Galway, meanwhile, arrive in the final having not lost a game in league or championship all year. They retain a pretty strong core of the team that won the senior All-Ireland two years ago, with Shauna Healy and Finola Keeley added in from that year’s All-Ireland intermediate-winning side. If they have an edge here, it is in their scoring power, with Niamh McGrath the star turn at centre-forward.

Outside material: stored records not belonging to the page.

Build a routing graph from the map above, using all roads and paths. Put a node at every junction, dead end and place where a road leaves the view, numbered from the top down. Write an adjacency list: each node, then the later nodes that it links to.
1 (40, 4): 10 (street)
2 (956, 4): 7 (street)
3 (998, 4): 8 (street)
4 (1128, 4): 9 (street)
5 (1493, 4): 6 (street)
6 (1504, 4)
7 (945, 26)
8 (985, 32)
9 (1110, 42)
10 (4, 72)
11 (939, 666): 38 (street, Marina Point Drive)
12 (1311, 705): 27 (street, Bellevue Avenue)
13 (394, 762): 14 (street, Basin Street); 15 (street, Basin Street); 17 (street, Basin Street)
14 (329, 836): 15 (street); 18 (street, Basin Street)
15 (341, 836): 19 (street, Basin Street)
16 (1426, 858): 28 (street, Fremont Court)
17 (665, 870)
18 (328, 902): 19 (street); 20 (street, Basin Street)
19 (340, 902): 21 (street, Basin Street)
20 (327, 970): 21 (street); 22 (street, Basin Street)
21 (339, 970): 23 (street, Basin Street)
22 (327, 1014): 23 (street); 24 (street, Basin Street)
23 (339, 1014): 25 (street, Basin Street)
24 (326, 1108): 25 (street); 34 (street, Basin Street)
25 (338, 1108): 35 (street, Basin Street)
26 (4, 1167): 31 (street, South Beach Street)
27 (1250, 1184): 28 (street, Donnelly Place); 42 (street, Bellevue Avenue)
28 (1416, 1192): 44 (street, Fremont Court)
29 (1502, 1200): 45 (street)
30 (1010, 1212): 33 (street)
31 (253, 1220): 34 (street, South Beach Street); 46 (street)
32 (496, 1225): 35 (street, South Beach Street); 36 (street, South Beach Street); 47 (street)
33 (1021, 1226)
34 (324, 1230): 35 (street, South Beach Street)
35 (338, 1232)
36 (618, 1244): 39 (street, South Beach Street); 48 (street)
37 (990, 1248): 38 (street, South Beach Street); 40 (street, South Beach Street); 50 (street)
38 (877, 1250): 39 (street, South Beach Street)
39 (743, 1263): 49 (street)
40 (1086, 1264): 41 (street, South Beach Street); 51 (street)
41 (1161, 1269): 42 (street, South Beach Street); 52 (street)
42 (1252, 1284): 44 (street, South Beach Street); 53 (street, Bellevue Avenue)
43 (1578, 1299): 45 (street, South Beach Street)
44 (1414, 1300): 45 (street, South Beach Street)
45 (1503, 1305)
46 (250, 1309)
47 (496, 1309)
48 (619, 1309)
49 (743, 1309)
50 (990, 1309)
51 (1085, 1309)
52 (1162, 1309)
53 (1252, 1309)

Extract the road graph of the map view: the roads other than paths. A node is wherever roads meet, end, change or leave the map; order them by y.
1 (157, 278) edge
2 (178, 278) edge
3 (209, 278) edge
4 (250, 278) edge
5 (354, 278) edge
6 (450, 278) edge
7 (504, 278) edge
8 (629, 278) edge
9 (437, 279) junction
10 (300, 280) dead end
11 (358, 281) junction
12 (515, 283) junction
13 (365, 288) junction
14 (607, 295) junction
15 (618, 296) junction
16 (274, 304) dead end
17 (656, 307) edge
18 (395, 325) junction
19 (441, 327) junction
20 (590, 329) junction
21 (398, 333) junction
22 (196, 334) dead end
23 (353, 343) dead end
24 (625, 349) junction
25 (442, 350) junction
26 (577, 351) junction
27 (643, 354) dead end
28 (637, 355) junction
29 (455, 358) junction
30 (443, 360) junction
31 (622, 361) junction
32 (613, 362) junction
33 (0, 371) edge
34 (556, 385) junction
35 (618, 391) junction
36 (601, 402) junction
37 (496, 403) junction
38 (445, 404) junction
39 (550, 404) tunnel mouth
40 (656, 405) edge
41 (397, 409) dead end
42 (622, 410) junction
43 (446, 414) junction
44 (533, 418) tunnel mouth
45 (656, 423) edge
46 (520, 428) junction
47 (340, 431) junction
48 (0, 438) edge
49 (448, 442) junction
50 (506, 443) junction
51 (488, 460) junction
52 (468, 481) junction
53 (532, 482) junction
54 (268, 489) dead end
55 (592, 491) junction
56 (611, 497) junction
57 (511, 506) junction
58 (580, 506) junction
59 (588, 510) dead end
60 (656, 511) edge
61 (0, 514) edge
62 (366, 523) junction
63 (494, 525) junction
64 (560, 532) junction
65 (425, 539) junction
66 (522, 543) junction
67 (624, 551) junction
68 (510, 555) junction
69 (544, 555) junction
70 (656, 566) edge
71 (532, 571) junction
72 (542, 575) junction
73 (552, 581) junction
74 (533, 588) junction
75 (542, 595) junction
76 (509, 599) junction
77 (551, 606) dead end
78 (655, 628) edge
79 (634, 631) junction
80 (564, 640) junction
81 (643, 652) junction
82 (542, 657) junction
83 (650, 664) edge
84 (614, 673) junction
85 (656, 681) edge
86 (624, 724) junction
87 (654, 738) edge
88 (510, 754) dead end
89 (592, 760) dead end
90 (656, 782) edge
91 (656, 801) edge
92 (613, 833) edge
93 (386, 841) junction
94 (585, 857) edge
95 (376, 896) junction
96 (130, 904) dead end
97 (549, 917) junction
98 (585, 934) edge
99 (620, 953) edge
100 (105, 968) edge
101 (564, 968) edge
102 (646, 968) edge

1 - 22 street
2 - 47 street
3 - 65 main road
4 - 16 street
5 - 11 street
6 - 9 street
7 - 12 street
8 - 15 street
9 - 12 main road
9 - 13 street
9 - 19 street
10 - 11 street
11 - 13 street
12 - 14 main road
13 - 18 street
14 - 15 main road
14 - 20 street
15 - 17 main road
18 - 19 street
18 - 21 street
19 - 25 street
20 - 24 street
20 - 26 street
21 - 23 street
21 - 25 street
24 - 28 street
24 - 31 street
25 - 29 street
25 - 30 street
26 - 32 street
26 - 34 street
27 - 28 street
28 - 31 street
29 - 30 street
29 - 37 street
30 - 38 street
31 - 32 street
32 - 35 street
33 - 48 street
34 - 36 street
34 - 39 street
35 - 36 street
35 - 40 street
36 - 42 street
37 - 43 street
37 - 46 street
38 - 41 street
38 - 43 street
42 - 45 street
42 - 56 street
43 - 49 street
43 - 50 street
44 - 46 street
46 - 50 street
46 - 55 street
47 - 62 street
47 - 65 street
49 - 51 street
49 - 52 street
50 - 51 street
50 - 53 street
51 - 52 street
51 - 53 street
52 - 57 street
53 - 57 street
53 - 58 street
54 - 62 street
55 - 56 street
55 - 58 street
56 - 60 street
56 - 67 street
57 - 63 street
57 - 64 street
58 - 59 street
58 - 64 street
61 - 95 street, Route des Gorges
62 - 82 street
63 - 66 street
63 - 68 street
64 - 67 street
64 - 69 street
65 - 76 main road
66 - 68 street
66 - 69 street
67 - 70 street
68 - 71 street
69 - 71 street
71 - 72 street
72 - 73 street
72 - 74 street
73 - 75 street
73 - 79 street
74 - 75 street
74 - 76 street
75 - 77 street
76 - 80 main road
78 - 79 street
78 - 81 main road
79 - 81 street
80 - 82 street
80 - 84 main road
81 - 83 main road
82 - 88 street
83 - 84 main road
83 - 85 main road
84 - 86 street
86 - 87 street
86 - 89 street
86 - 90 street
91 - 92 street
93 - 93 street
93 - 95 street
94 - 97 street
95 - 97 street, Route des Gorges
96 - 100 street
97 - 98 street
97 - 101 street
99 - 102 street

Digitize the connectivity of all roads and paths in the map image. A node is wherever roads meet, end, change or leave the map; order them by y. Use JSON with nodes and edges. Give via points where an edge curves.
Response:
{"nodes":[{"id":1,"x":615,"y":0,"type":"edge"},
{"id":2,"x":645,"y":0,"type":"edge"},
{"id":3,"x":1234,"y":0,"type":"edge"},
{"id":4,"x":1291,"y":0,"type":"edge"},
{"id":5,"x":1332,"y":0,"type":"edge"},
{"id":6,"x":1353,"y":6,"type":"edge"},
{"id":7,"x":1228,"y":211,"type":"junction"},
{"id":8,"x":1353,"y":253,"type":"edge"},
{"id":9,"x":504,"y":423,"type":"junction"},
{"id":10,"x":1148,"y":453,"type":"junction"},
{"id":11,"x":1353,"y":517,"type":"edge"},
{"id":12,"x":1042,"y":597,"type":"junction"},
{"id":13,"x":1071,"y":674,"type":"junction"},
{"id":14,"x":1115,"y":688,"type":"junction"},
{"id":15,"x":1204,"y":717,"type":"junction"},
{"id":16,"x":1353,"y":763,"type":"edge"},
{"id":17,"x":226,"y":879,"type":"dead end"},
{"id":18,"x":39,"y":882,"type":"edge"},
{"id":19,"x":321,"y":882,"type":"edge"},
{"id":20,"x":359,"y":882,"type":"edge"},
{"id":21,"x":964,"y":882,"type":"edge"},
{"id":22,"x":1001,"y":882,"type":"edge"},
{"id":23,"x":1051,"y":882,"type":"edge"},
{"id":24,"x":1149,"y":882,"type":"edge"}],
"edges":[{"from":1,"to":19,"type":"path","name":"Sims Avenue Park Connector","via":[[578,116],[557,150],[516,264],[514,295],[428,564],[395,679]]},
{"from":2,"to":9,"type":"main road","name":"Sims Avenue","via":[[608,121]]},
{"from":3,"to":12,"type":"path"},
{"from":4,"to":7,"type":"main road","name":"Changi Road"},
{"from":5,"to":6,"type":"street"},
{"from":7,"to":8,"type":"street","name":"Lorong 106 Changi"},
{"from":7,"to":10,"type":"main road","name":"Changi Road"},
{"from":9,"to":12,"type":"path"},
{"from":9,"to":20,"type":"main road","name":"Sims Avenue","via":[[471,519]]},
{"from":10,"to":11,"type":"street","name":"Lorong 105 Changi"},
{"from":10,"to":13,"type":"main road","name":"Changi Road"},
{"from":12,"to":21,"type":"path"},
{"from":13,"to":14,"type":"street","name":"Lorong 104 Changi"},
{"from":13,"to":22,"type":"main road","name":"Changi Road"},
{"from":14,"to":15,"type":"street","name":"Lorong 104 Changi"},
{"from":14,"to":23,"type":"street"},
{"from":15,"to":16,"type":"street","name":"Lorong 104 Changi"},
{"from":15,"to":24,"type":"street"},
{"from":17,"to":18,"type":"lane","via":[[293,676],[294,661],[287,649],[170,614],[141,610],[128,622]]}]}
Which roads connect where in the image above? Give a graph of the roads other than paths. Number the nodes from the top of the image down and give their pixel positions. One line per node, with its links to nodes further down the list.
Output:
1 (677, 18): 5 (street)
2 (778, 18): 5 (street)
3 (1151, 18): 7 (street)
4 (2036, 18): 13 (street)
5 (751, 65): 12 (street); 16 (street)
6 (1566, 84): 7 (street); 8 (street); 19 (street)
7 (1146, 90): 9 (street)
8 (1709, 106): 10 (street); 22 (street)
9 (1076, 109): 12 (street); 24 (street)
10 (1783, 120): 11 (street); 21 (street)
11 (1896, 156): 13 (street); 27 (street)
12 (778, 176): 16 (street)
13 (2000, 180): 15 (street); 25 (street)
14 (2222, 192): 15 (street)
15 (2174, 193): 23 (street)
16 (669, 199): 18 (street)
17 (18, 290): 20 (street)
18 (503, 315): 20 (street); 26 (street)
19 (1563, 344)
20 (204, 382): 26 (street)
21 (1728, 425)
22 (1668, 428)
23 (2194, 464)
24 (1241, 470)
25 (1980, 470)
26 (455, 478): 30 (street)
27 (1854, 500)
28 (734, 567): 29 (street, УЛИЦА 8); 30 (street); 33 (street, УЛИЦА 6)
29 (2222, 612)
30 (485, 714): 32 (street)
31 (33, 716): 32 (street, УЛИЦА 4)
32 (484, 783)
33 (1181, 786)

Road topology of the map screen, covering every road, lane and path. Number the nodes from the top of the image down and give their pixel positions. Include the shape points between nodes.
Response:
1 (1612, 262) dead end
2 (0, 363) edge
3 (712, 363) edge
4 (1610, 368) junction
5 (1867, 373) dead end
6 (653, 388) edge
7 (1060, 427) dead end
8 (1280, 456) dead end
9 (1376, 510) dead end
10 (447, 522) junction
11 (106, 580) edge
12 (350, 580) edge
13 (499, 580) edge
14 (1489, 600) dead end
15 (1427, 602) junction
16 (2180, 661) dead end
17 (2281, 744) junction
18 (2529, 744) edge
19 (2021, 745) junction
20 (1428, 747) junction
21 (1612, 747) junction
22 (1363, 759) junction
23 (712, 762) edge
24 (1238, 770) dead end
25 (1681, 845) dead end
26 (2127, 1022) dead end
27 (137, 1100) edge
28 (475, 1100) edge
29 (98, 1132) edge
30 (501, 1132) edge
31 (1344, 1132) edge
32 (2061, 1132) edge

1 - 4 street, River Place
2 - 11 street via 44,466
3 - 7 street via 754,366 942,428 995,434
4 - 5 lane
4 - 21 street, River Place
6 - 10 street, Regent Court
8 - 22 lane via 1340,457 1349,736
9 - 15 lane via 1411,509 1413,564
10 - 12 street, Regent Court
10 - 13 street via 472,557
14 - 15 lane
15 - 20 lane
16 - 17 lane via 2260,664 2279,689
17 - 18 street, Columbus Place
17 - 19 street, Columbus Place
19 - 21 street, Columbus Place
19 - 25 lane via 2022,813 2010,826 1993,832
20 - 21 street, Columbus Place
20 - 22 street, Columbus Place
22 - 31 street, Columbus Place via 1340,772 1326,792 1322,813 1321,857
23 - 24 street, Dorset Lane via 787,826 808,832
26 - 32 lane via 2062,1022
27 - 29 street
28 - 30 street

With 25 titles to Galway’s two, it can only be history that has Cork coming in as the oddsmakers’ favourites. On the basis that Galway have beaten them twice already this year, it seems wiser to stick with current form as a basis for a pick.

Verdict: Galway

Galway: Susan Earner; Therese Manton, Sarah Dervan, Heather Cooney; Siobhan Coen, Shauna Healy, Lorraine Ryan; Niamh Kilkenny, Clodagh McGrath; Aoife Donohue, Niamh McGrath, Finola Keeley; Catherine Finnerty, Molly Dunne, Ailish O'Reilly

Cork: Aoife Murray; Rena Buckley, Laura Treacy, Leanne O'Sullivan; Pamela Mackey, Gemma O'Connor, Meadbh Cahalane; Julia White, Ashling Thompson; Orla Cotter, Orla Cronin, Katrina Mackey; Breige Corkery, Amy O'Connor, Hannah Looney.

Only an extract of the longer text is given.